Früher gerieten die Parteien in Verruf. Heute geraten sie in Vergessenheit. Das ist den Parteien bekannt. Bekannt ist ihnen auch, dass dagegen nur eines hilft: die Provokation. Die Linkspopulisten machen, zumindest in dieser Frage, keine Ausnahme. Wie sie überhaupt nicht die Ausnahme sind, die sie gerne wären, und für die sie sich gelegentlich ausgeben und sogar halten. Die Dummheit der anderen ist eben leichter zu erkennen als die eigene.
Von der LINKEN hatte man seit einer ganzen Weile nichts mehr gehört, und man vermisste sie auch nicht. Das muss der Parteichefin, der Genossin Lötzsch, aufgefallen sein. Und da sich die schöne Gelegenheit bot, im Zentral-Organ der Berliner Revoluzzerszene „Junge Welt“ auf die Pauke zu hauen, tat sie dies auch.
Womit kann man die Geister in Deutschland in Aufregung versetzen? Natürlich mit dem Kommunismus. Nicht etwa mit einer Warnung vor ihm, sondern mit Überlegungen dazu, wie man den angeblich Unvermeidlichen, doch noch auf gutem Wege erreichen könnte.
Ja, in Deutschland gibt es immer noch Leute, denen der Kommunismus fehlt. Das ist nicht weiter verwunderlich, nachdem diese Leute alles andere schon haben. In den Zeiten, in denen man sich über eBay und Facebook das Leben wie das Lotterleben einrichten kann, nach eigenem Gusto, Geschmack und Ballermann, gibt es in unserem gemütlichen Land bei genauerem Hinsehen nur noch zwei Dinge, die schwer zu erlangen sind: ein Ticket für Bayreuth und der Kommunismus.

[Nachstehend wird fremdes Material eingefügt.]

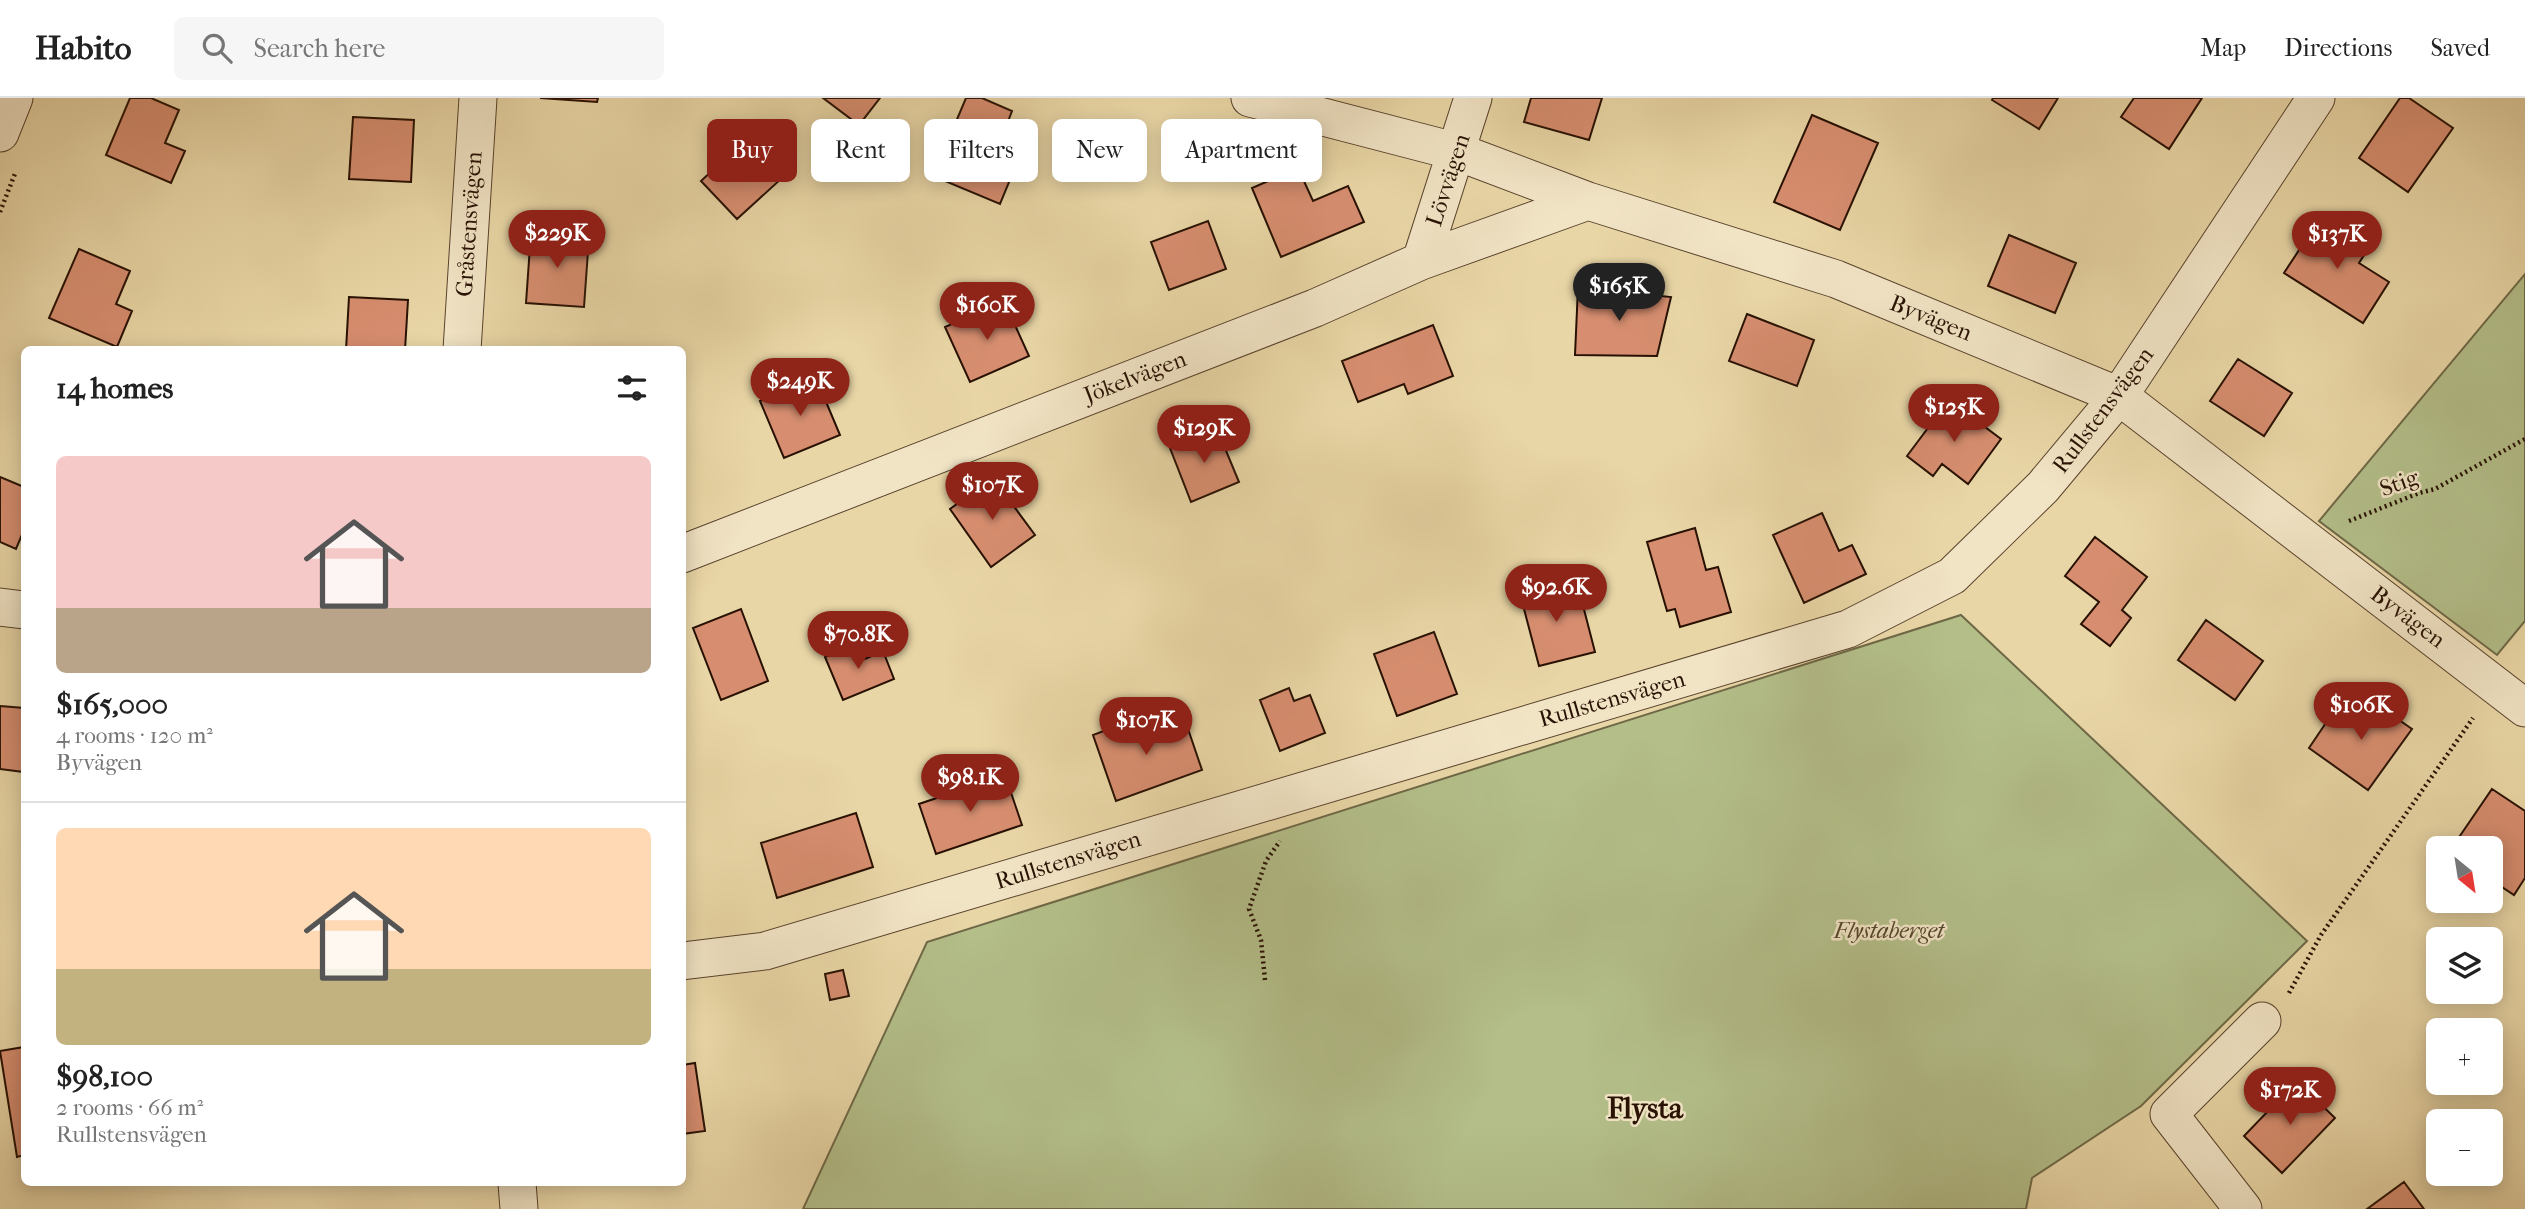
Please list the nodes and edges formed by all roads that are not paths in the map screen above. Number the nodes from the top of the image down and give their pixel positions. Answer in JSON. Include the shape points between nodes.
{"nodes":[{"id":1,"x":14,"y":98,"type":"edge"},
{"id":2,"x":478,"y":98,"type":"edge"},
{"id":3,"x":1250,"y":98,"type":"edge"},
{"id":4,"x":1473,"y":98,"type":"edge"},
{"id":5,"x":2316,"y":98,"type":"edge"},
{"id":6,"x":0,"y":133,"type":"edge"},
{"id":7,"x":1458,"y":152,"type":"junction"},
{"id":8,"x":1588,"y":201,"type":"junction"},
{"id":9,"x":1421,"y":261,"type":"junction"},
{"id":10,"x":462,"y":346,"type":"edge"},
{"id":11,"x":2119,"y":396,"type":"junction"},
{"id":12,"x":686,"y":552,"type":"edge"},
{"id":13,"x":0,"y":607,"type":"edge"},
{"id":14,"x":21,"y":610,"type":"edge"},
{"id":15,"x":2525,"y":708,"type":"edge"},
{"id":16,"x":686,"y":961,"type":"edge"},
{"id":17,"x":2262,"y":1021,"type":"road end"},
{"id":18,"x":517,"y":1186,"type":"edge"},
{"id":19,"x":519,"y":1209,"type":"edge"},
{"id":20,"x":2243,"y":1209,"type":"edge"}],
"edges":[{"from":1,"to":6,"type":"street"},
{"from":2,"to":10,"type":"street","name":"Gråstensvägen"},
{"from":3,"to":7,"type":"street","name":"Byvägen"},
{"from":4,"to":7,"type":"street","name":"Lövvägen"},
{"from":5,"to":11,"type":"street","name":"Rullstensvägen"},
{"from":7,"to":8,"type":"street","name":"Byvägen"},
{"from":7,"to":9,"type":"street","name":"Lövvägen"},
{"from":8,"to":9,"type":"street","name":"Jökelvägen"},
{"from":8,"to":11,"type":"street","name":"Byvägen","via":[[1836,279]]},
{"from":9,"to":12,"type":"street","name":"Jökelvägen","via":[[1315,308]]},
{"from":11,"to":15,"type":"street","name":"Byvägen"},
{"from":11,"to":16,"type":"street","name":"Rullstensvägen","via":[[2043,487],[1952,576],[1848,629],[765,951]]},
{"from":13,"to":14,"type":"street"},
{"from":17,"to":20,"type":"street","via":[[2168,1114]]},
{"from":18,"to":19,"type":"street"}]}
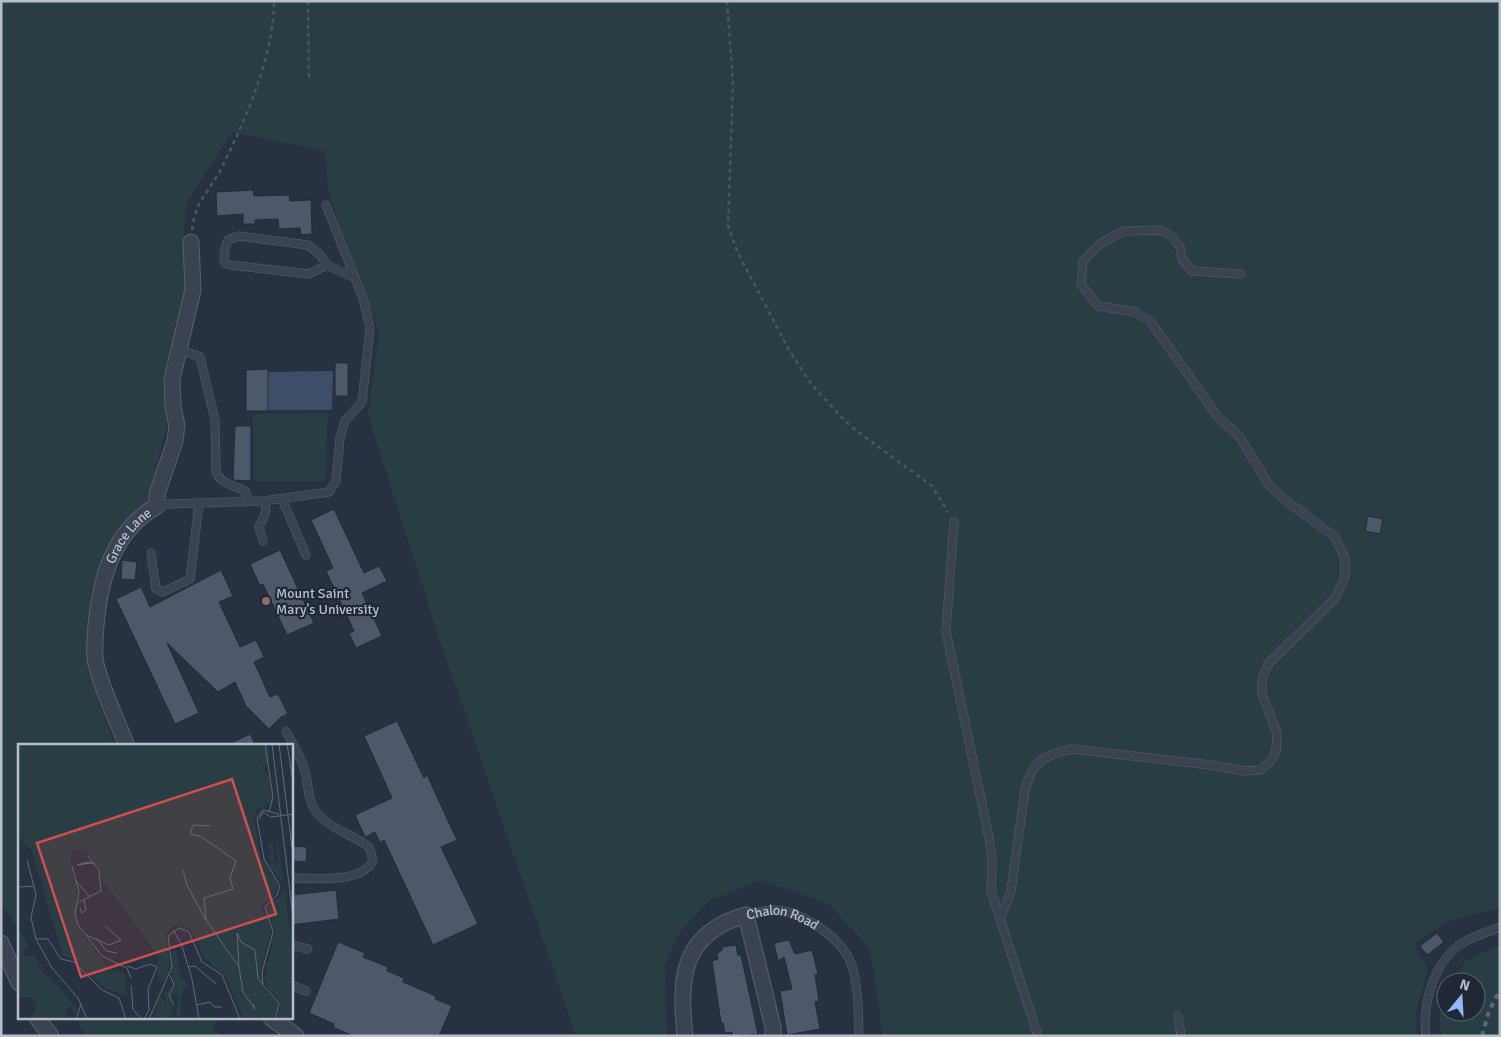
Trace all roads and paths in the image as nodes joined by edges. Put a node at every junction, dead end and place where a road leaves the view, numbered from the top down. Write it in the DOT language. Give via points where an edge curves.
graph roads {
  1 [pos="274,1"];
  2 [pos="308,1"];
  3 [pos="727,1"];
  4 [pos="309,81"];
  5 [pos="326,205"];
  6 [pos="191,242"];
  7 [pos="327,266"];
  8 [pos="1241,274"];
  9 [pos="355,278"];
  10 [pos="179,349"];
  11 [pos="282,499"];
  12 [pos="265,501"];
  13 [pos="247,502"];
  14 [pos="198,503"];
  15 [pos="157,506"];
  16 [pos="954,521"];
  17 [pos="263,541"];
  18 [pos="150,553"];
  19 [pos="306,555"];
  20 [pos="286,731"];
  21 [pos="126,744"];
  22 [pos="292,878"];
  23 [pos="746,914"];
  24 [pos="1001,917"];
  25 [pos="1500,927"];
  26 [pos="1,943"];
  27 [pos="292,945"];
  28 [pos="308,949"];
  29 [pos="18,981"];
  30 [pos="292,985"];
  31 [pos="306,991"];
  32 [pos="1178,1016"];
  33 [pos="39,1020"];
  34 [pos="274,1020"];
  35 [pos="51,1036"];
  36 [pos="296,1036"];
  37 [pos="685,1036"];
  38 [pos="773,1036"];
  39 [pos="859,1036"];
  40 [pos="1038,1036"];
  41 [pos="1182,1036"];
  42 [pos="1426,1036"];
  1 -- 6 [label="path" via="262,69 251,104 220,171 197,206"];
  2 -- 4 [label="path"];
  3 -- 16 [label="path" via="733,84 728,226 738,253 789,350 811,384 850,426 932,486"];
  5 -- 9 [label="lane"];
  6 -- 10 [label="street, Grace Lane" via="193,290"];
  7 -- 7 [label="lane" via="308,245 239,236 228,240 225,246 225,263 230,265 309,274"];
  7 -- 9 [label="lane"];
  8 -- 24 [label="lane" via="1192,270 1182,259 1180,247 1161,230 1124,231 1101,242 1083,260 1082,284 1098,306 1135,312 1151,322 1218,417 1239,436 1269,484 1334,537 1345,558 1345,576 1336,597 1268,664 1262,679 1262,694 1277,733 1276,751 1271,761 1260,770 1246,771 1072,749 1054,753 1038,762 1029,774 1025,790 1011,892"];
  9 -- 11 [label="lane" via="370,328 362,402 345,421 336,481 329,492"];
  10 -- 13 [label="lane" via="200,357 215,420 216,472 227,484 246,492"];
  10 -- 15 [label="street, Grace Lane" via="172,379 177,426 175,441 157,494"];
  11 -- 12 [label="lane"];
  11 -- 19 [label="lane"];
  12 -- 13 [label="lane"];
  12 -- 17 [label="lane" via="266,512 259,527"];
  13 -- 14 [label="lane"];
  14 -- 15 [label="lane"];
  14 -- 18 [label="lane" via="190,579 163,592 156,590"];
  15 -- 21 [label="street, Grace Lane" via="123,535 103,580 98,605 96,666"];
  16 -- 24 [label="lane" via="946,631 989,838 991,890"];
  20 -- 22 [label="lane" via="303,764 306,787 315,811 334,827 369,847 373,860 365,871 353,876"];
  23 -- 37 [label="street, Chalon Road" via="715,927 699,942 688,961 682,999"];
  23 -- 38 [label="street"];
  23 -- 39 [label="lane, Chalon Road" via="777,910 796,915 834,939 852,965"];
  24 -- 40 [label="lane"];
  25 -- 42 [label="lane" via="1462,943 1440,967 1428,997"];
  26 -- 29 [label="street"];
  27 -- 28 [label="lane"];
  30 -- 31 [label="lane"];
  32 -- 41 [label="lane"];
  33 -- 35 [label="street"];
  34 -- 36 [label="street"];
}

Bayreuth hat den Vorteil, das man sich auf einer Warteliste eintragen kann. Irgendwann hat man dann auch ein Ticket. Vielleicht. Vielleicht auch nicht. Mit dem Kommunismus verhält es sich anders. Ihn muss man schon herbeireden. Beschwören. Der Vorteil des Kommunismus im Vergleich zu Bayreuth, wo die Zeremonie am Ende steht, ist, dass die Festivitäten in der Kommunismus- Angelegenheit vorgezogen werden können. Die Lieder des Kommunismus gehen der Realität des Kommunismus voraus. Das dient nicht nur einem Zweck, es hat auch seinen Grund.
Einmal im Jahr treffen sich die Kommunismushungrigen zum großen Gesinnungsappell. Es handelt sich um den langen Marsch zum revolutionären Friedhof im Osten Berlins und um das Drum und Dran, um diverse Kongresse, wie man sie in den einschlägigen Kreisen zu nennen pflegt.
Das Ganze steht bekanntlich unter dem Stern einer großen Toten, der Frau Luxemburg. Die Frau Luxemburg, das muss man schon sagen, kann im Grunde nichts dafür. Sie hat zwar einiges Einschlägige verfasst, solches und solches, aber es schützt sie vor den Toren nicht. Nicht vor diesen, und nicht vor jenen.
Sollen sie doch zusammenkommen, wie in jedem ordnungsgemäß eingetragenen Verein. Das Gute ist, dass unsere Gesellschaft es möglich macht, dass wir uns nicht dafür interessieren müssen. Kein Mensch in Deutschland muss wissen, das es die DKP noch gibt, auch wenn ihre aktuelle Vorsitzende auf irgendeinem Luxemburg-Podium hockt. Ebenso gut ist es, dass es die DKP geben kann, ohne dass irgendein Mensch davon weiß oder gar wissen muss.
Wie aber ist es mit Gesine Lötzsch? Müssen wir nicht hinhören, wenn sie von Wegen und Pfaden zum Kommunismus spricht? Und das in der „Jungen Welt“, und dann auch noch in der Urania? Die „Junge Welt“ kann uns ja gestohlen bleiben, aber die Urania, Ort und Hort der überlebenden, der überlebten Westberliner Volksöffentlichkeit? Gehen dort jetzt auch schon die Gulag-Leugner ein und aus, die Palästinenser-Tücher um den Hals?
Wir bleiben dabei: Es ist unerheblich. Solange die Lötzsch uns den Weg zu ihrem Ziel nicht polizeilich vorschreiben kann, und dem entsprechend die Straßenverkehrsordnung ändert, müssen wir nicht die Navigation zum Kommunismus diskutieren.
Darum geht es auch gar nicht. Worum es geht, ist, dass es ihr gelungen ist, ihre Partei wieder einmal ins Gespräch zu bringen, als gäbe es einen Unterschied zwischen der LINKEN und der DKP. Diesen Unterschied gibt es tatsächlich: die LINKE sitzt im Bundestag, die DKP nicht.